* Exercise inputs:
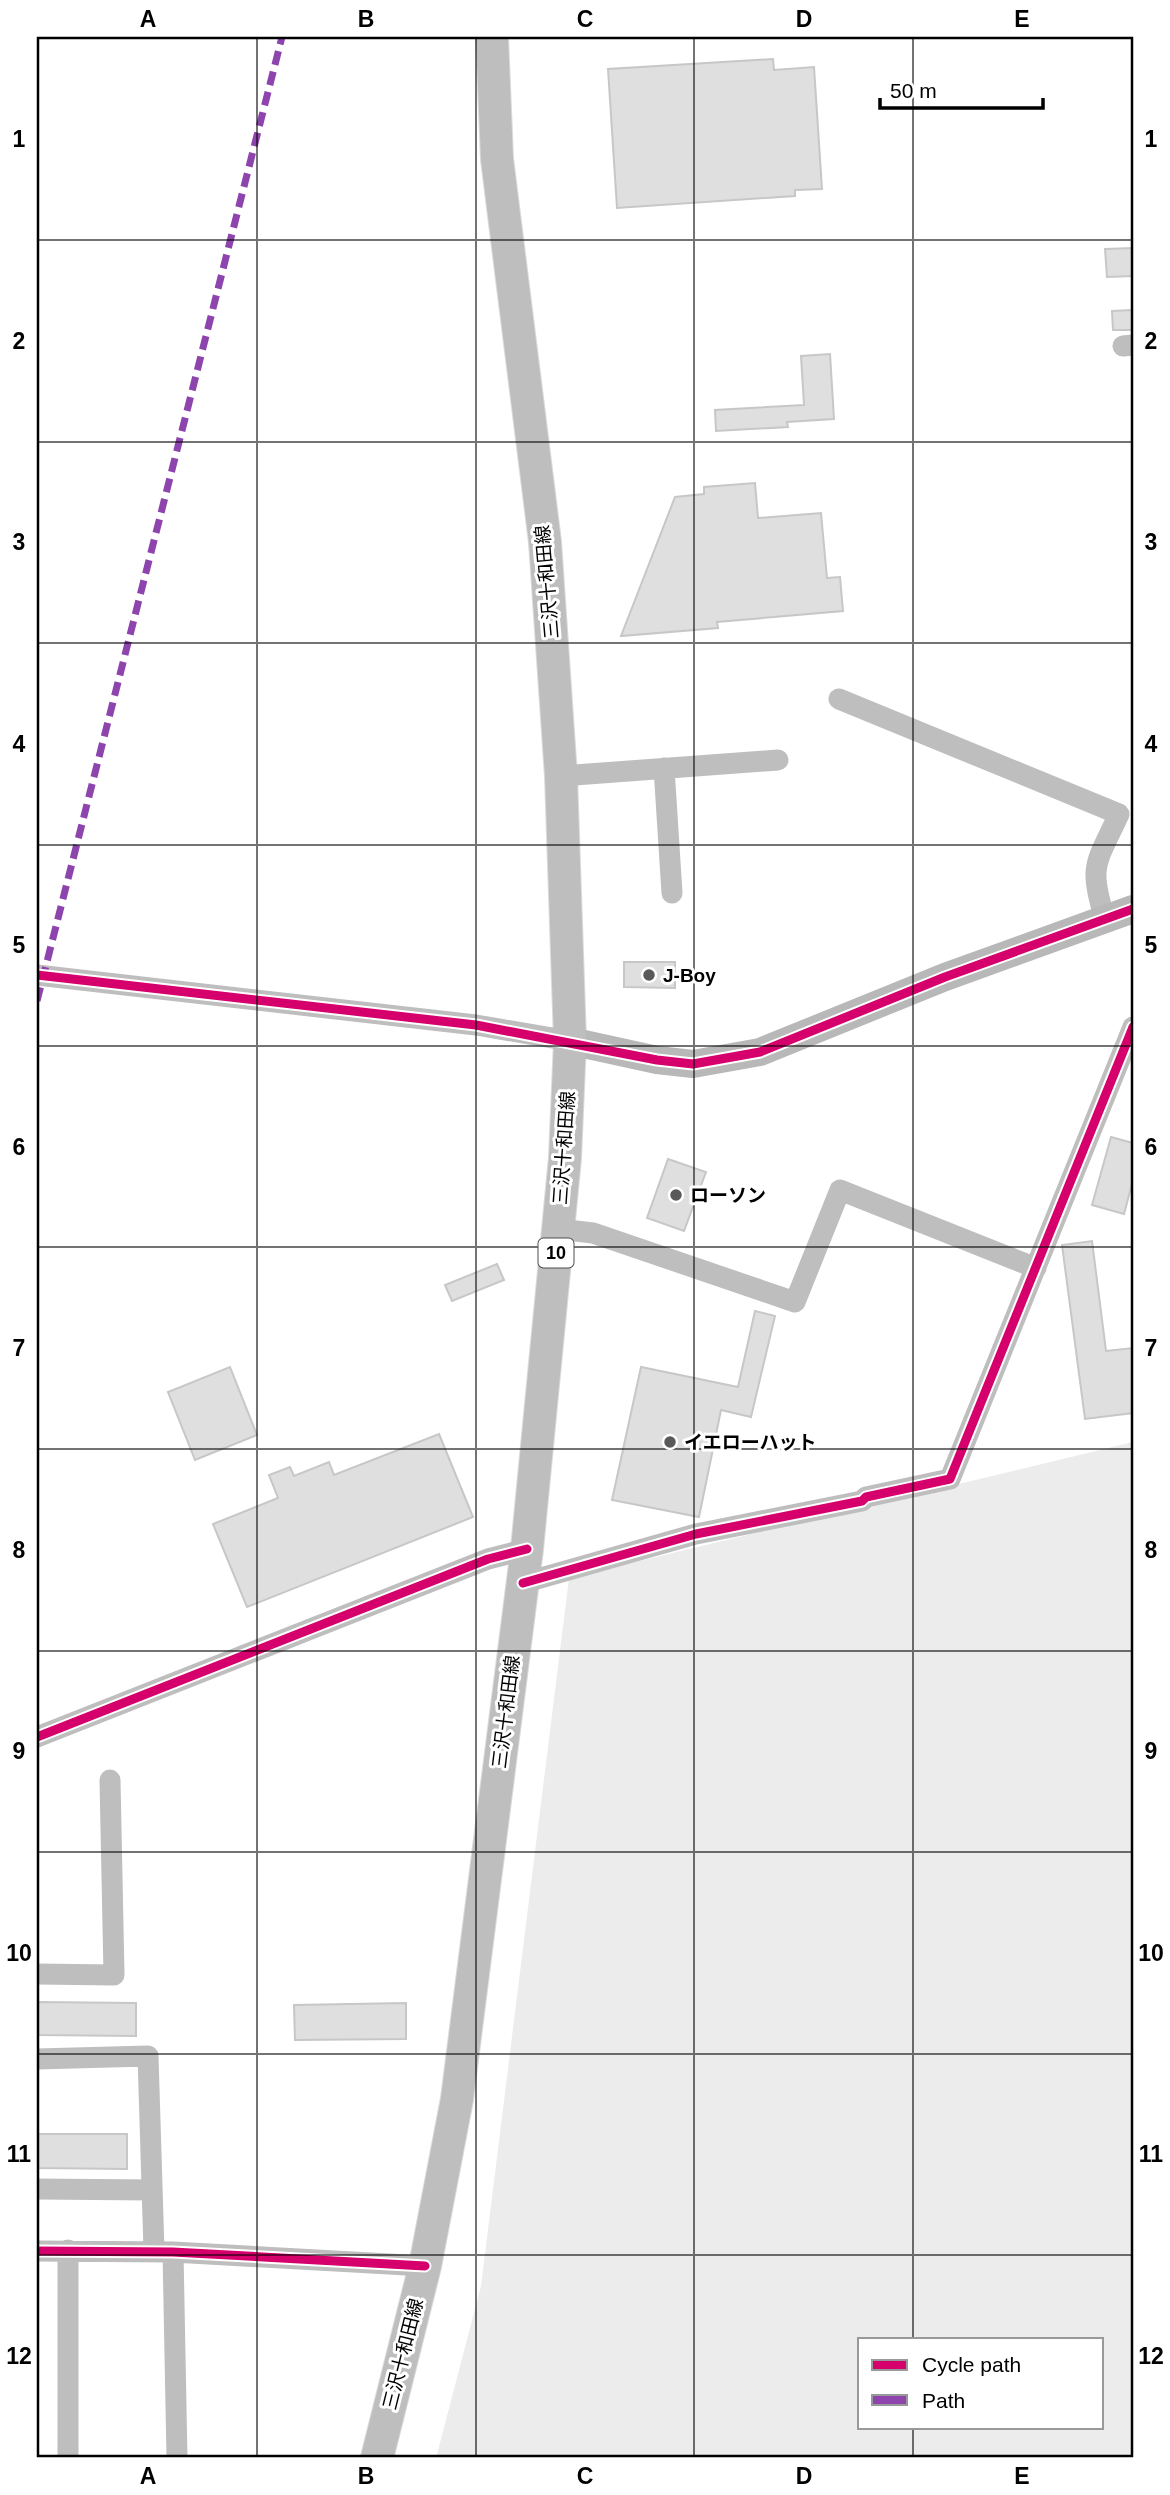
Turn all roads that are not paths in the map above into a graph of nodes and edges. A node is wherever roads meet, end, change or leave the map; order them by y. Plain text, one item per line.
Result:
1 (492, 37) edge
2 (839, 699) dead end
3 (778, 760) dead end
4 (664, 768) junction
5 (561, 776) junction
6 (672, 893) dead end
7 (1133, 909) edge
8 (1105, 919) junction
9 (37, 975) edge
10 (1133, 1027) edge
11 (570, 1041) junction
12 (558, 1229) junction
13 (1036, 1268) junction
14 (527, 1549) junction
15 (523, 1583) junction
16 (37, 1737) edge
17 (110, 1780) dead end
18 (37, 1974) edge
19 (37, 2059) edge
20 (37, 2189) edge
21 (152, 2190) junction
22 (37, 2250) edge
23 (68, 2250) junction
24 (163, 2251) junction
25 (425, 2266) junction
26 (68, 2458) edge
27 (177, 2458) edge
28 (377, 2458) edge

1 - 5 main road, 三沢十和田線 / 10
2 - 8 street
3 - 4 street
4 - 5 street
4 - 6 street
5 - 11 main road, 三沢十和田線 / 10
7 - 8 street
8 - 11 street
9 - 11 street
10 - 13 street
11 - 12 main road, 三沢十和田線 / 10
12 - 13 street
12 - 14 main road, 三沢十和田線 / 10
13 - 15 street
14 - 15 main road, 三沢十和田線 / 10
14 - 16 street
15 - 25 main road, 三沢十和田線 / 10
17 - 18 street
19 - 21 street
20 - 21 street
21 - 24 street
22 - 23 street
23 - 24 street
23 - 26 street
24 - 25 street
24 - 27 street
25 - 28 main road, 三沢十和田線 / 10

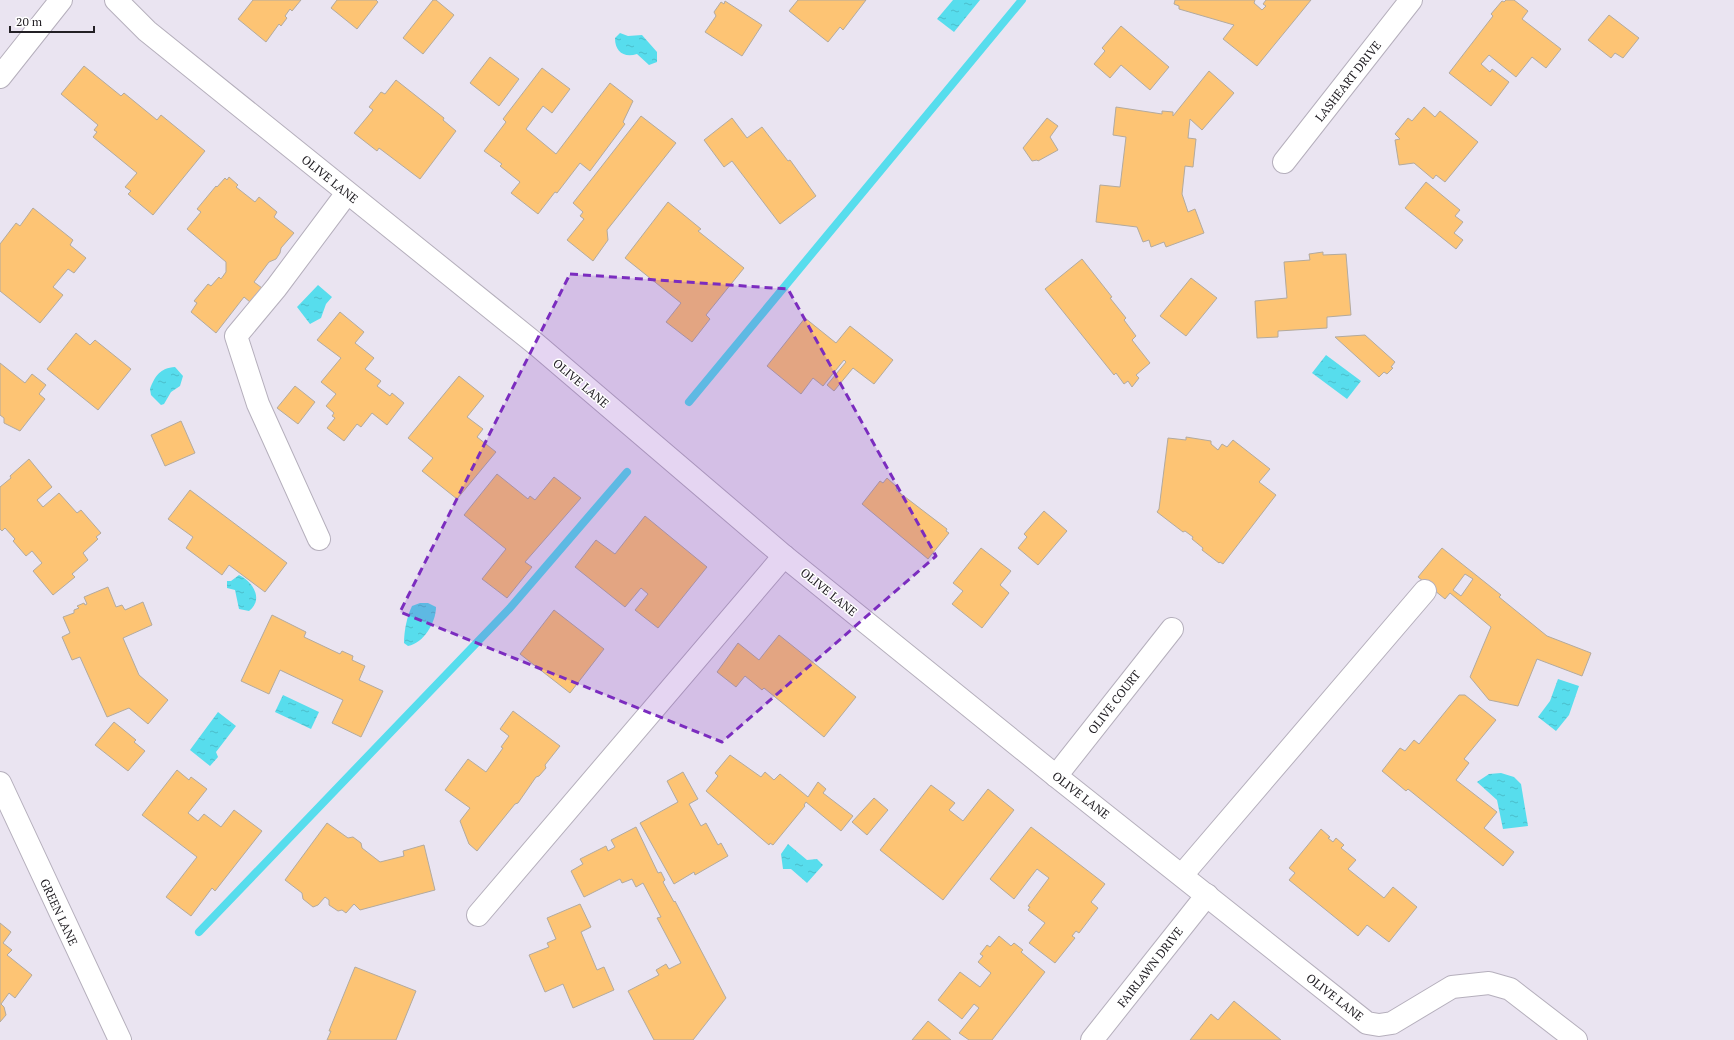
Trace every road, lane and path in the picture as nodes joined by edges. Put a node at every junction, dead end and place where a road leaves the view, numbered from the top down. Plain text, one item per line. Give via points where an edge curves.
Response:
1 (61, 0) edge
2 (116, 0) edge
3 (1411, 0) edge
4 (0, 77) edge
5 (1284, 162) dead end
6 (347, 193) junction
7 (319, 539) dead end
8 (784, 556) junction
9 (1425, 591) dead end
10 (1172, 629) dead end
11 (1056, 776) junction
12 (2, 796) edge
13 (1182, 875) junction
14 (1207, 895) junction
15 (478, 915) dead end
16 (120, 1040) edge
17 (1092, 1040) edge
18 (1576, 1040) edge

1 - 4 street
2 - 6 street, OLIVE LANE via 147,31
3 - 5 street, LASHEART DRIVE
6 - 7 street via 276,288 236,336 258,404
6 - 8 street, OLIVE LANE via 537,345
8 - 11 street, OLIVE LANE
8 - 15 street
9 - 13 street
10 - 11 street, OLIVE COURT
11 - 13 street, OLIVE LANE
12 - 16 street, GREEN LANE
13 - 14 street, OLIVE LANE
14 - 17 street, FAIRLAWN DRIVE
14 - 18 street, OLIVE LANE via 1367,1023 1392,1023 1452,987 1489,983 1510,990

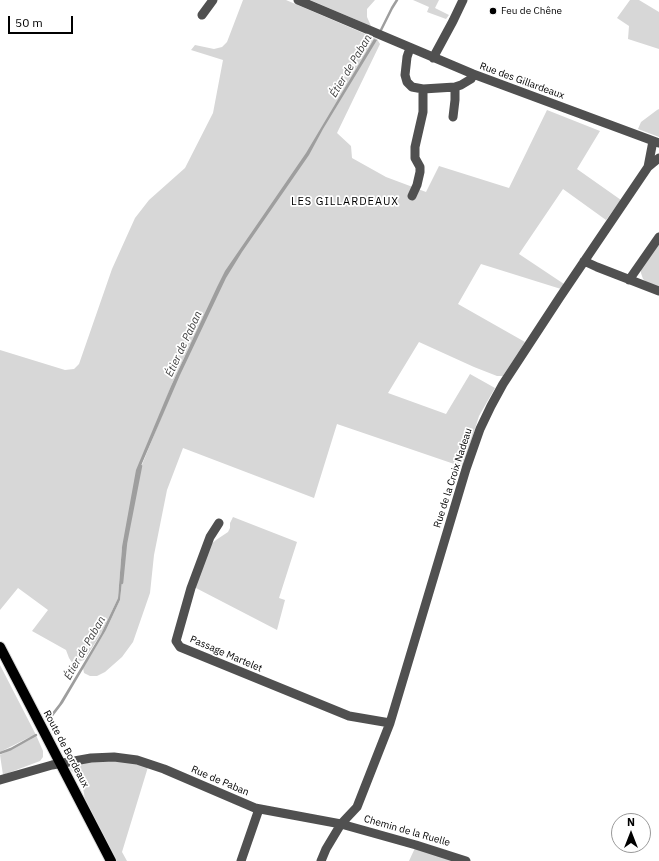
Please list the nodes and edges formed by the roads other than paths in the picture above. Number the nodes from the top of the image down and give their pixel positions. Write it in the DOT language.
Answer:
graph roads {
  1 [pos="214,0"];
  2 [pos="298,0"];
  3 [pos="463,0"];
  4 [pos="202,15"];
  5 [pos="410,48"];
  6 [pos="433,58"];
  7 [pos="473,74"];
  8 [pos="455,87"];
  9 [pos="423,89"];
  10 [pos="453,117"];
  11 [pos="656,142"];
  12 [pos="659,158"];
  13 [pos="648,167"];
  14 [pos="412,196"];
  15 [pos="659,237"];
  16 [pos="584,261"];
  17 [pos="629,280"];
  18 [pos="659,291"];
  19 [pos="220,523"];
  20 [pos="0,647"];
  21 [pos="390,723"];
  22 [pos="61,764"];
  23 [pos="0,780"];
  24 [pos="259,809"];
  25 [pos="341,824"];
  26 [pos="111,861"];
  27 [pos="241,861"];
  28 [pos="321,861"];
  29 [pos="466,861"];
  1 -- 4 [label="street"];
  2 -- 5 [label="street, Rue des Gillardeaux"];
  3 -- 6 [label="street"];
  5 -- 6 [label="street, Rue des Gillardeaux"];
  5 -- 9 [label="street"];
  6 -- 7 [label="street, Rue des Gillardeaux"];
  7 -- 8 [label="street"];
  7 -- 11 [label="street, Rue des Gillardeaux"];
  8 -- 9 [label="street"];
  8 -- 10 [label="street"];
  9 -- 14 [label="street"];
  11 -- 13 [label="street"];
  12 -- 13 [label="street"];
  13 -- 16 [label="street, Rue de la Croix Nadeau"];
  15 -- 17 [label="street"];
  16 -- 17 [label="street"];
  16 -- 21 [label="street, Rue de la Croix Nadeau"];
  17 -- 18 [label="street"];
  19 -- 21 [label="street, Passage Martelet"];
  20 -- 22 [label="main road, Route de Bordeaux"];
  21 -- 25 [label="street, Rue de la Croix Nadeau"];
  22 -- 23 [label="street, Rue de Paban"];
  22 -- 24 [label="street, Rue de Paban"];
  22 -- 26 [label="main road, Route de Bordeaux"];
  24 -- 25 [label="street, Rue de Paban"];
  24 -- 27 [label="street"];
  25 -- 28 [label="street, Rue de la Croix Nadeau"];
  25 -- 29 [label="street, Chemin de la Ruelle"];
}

* Brief: Take the data above and repeat it exactly, leaving each picture out.

* Output of the task:
Turn all roads that are not paths in the map above into a graph of nodes and edges. A node is wherever roads meet, end, change or leave the map; order them by y. Plain text, one item per line.
Result:
1 (492, 37) edge
2 (839, 699) dead end
3 (778, 760) dead end
4 (664, 768) junction
5 (561, 776) junction
6 (672, 893) dead end
7 (1133, 909) edge
8 (1105, 919) junction
9 (37, 975) edge
10 (1133, 1027) edge
11 (570, 1041) junction
12 (558, 1229) junction
13 (1036, 1268) junction
14 (527, 1549) junction
15 (523, 1583) junction
16 (37, 1737) edge
17 (110, 1780) dead end
18 (37, 1974) edge
19 (37, 2059) edge
20 (37, 2189) edge
21 (152, 2190) junction
22 (37, 2250) edge
23 (68, 2250) junction
24 (163, 2251) junction
25 (425, 2266) junction
26 (68, 2458) edge
27 (177, 2458) edge
28 (377, 2458) edge

1 - 5 main road, 三沢十和田線 / 10
2 - 8 street
3 - 4 street
4 - 5 street
4 - 6 street
5 - 11 main road, 三沢十和田線 / 10
7 - 8 street
8 - 11 street
9 - 11 street
10 - 13 street
11 - 12 main road, 三沢十和田線 / 10
12 - 13 street
12 - 14 main road, 三沢十和田線 / 10
13 - 15 street
14 - 15 main road, 三沢十和田線 / 10
14 - 16 street
15 - 25 main road, 三沢十和田線 / 10
17 - 18 street
19 - 21 street
20 - 21 street
21 - 24 street
22 - 23 street
23 - 24 street
23 - 26 street
24 - 25 street
24 - 27 street
25 - 28 main road, 三沢十和田線 / 10

Trace every road, lane and path in the picture as nodes joined by edges. Put a node at every junction, dead end and place where a road leaves the view, numbered from the top down. Plain text, one item per line. Give via points where an edge curves.
Response:
1 (61, 0) edge
2 (116, 0) edge
3 (1411, 0) edge
4 (0, 77) edge
5 (1284, 162) dead end
6 (347, 193) junction
7 (319, 539) dead end
8 (784, 556) junction
9 (1425, 591) dead end
10 (1172, 629) dead end
11 (1056, 776) junction
12 (2, 796) edge
13 (1182, 875) junction
14 (1207, 895) junction
15 (478, 915) dead end
16 (120, 1040) edge
17 (1092, 1040) edge
18 (1576, 1040) edge

1 - 4 street
2 - 6 street, OLIVE LANE via 147,31
3 - 5 street, LASHEART DRIVE
6 - 7 street via 276,288 236,336 258,404
6 - 8 street, OLIVE LANE via 537,345
8 - 11 street, OLIVE LANE
8 - 15 street
9 - 13 street
10 - 11 street, OLIVE COURT
11 - 13 street, OLIVE LANE
12 - 16 street, GREEN LANE
13 - 14 street, OLIVE LANE
14 - 17 street, FAIRLAWN DRIVE
14 - 18 street, OLIVE LANE via 1367,1023 1392,1023 1452,987 1489,983 1510,990

Please list the nodes and edges formed by the roads other than paths in the picture above. Number the nodes from the top of the image down and give their pixel positions. Write it in the DOT language.
Answer:
graph roads {
  1 [pos="214,0"];
  2 [pos="298,0"];
  3 [pos="463,0"];
  4 [pos="202,15"];
  5 [pos="410,48"];
  6 [pos="433,58"];
  7 [pos="473,74"];
  8 [pos="455,87"];
  9 [pos="423,89"];
  10 [pos="453,117"];
  11 [pos="656,142"];
  12 [pos="659,158"];
  13 [pos="648,167"];
  14 [pos="412,196"];
  15 [pos="659,237"];
  16 [pos="584,261"];
  17 [pos="629,280"];
  18 [pos="659,291"];
  19 [pos="220,523"];
  20 [pos="0,647"];
  21 [pos="390,723"];
  22 [pos="61,764"];
  23 [pos="0,780"];
  24 [pos="259,809"];
  25 [pos="341,824"];
  26 [pos="111,861"];
  27 [pos="241,861"];
  28 [pos="321,861"];
  29 [pos="466,861"];
  1 -- 4 [label="street"];
  2 -- 5 [label="street, Rue des Gillardeaux"];
  3 -- 6 [label="street"];
  5 -- 6 [label="street, Rue des Gillardeaux"];
  5 -- 9 [label="street"];
  6 -- 7 [label="street, Rue des Gillardeaux"];
  7 -- 8 [label="street"];
  7 -- 11 [label="street, Rue des Gillardeaux"];
  8 -- 9 [label="street"];
  8 -- 10 [label="street"];
  9 -- 14 [label="street"];
  11 -- 13 [label="street"];
  12 -- 13 [label="street"];
  13 -- 16 [label="street, Rue de la Croix Nadeau"];
  15 -- 17 [label="street"];
  16 -- 17 [label="street"];
  16 -- 21 [label="street, Rue de la Croix Nadeau"];
  17 -- 18 [label="street"];
  19 -- 21 [label="street, Passage Martelet"];
  20 -- 22 [label="main road, Route de Bordeaux"];
  21 -- 25 [label="street, Rue de la Croix Nadeau"];
  22 -- 23 [label="street, Rue de Paban"];
  22 -- 24 [label="street, Rue de Paban"];
  22 -- 26 [label="main road, Route de Bordeaux"];
  24 -- 25 [label="street, Rue de Paban"];
  24 -- 27 [label="street"];
  25 -- 28 [label="street, Rue de la Croix Nadeau"];
  25 -- 29 [label="street, Chemin de la Ruelle"];
}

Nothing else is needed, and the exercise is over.